* _YOUR OBJECTIVE_
Copy every entry exactly as it stands, though any image it holds should stay out of the copy.

Stored data
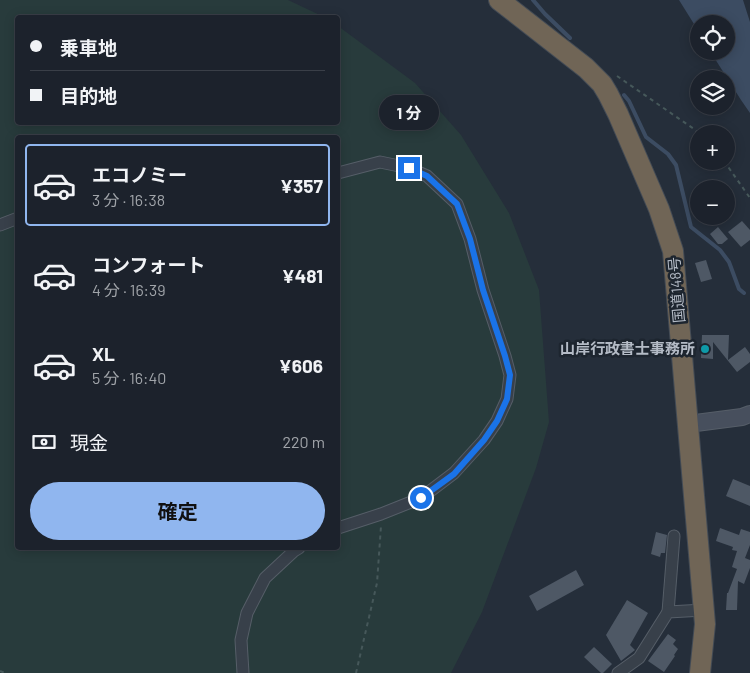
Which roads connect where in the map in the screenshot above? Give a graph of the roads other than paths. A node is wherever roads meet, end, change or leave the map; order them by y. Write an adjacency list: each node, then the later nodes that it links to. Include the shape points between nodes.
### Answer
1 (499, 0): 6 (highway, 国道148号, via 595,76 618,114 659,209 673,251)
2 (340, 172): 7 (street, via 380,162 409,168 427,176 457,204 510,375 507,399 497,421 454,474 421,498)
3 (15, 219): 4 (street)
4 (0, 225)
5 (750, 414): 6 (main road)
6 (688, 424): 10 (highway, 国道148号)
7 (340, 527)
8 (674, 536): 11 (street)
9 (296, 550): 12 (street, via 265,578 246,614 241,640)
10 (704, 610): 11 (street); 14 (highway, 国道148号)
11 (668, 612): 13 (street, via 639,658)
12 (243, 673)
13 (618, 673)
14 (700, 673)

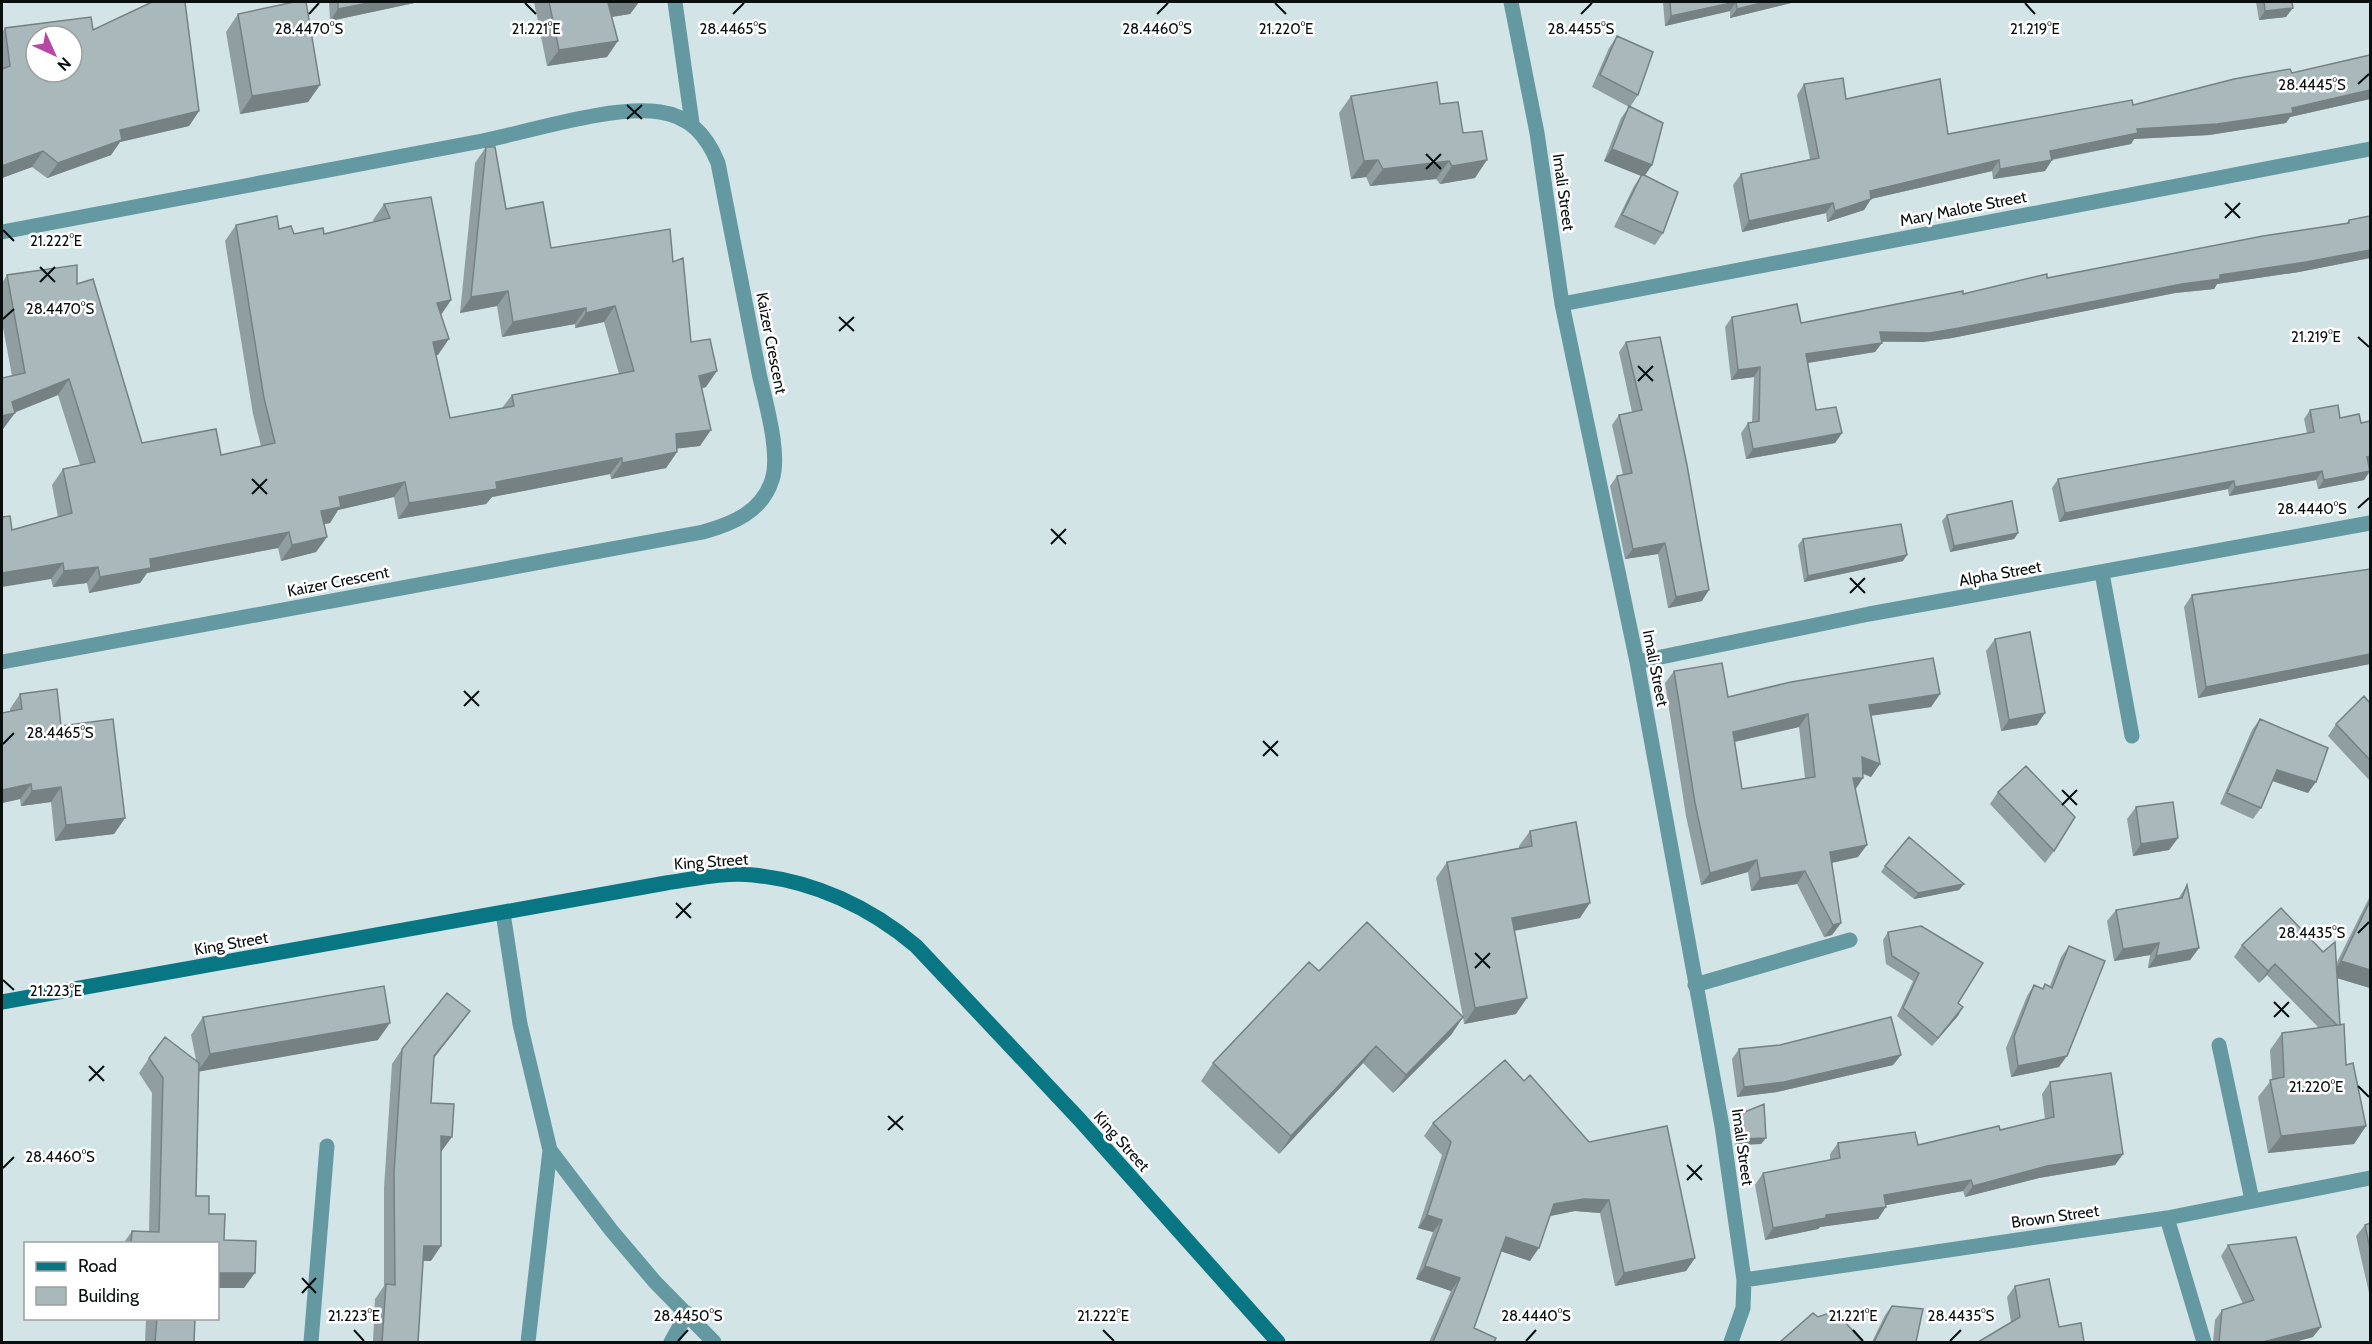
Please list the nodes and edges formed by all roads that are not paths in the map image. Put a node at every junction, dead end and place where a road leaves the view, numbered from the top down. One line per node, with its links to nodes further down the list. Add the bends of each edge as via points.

* _RESPONSE FOR THIS EXERCISE_
Which roads connect where in the map in the screenshot above? Give a graph of the roads other than paths. A node is wherever roads meet, end, change or leave the map; order them by y. Write an adjacency list: each node, then the later nodes that it links to. Include the shape points between nodes.
### Answer
1 (499, 0): 6 (highway, 国道148号, via 595,76 618,114 659,209 673,251)
2 (340, 172): 7 (street, via 380,162 409,168 427,176 457,204 510,375 507,399 497,421 454,474 421,498)
3 (15, 219): 4 (street)
4 (0, 225)
5 (750, 414): 6 (main road)
6 (688, 424): 10 (highway, 国道148号)
7 (340, 527)
8 (674, 536): 11 (street)
9 (296, 550): 12 (street, via 265,578 246,614 241,640)
10 (704, 610): 11 (street); 14 (highway, 国道148号)
11 (668, 612): 13 (street, via 639,658)
12 (243, 673)
13 (618, 673)
14 (700, 673)

Please list the nodes and edges formed by all roads that are not paths in the map image. Put a node at every junction, dead end and place where a road leaves the view, numbered from the top down. One line per node, with its links to nodes further down the list. Add the bends of each edge as via points.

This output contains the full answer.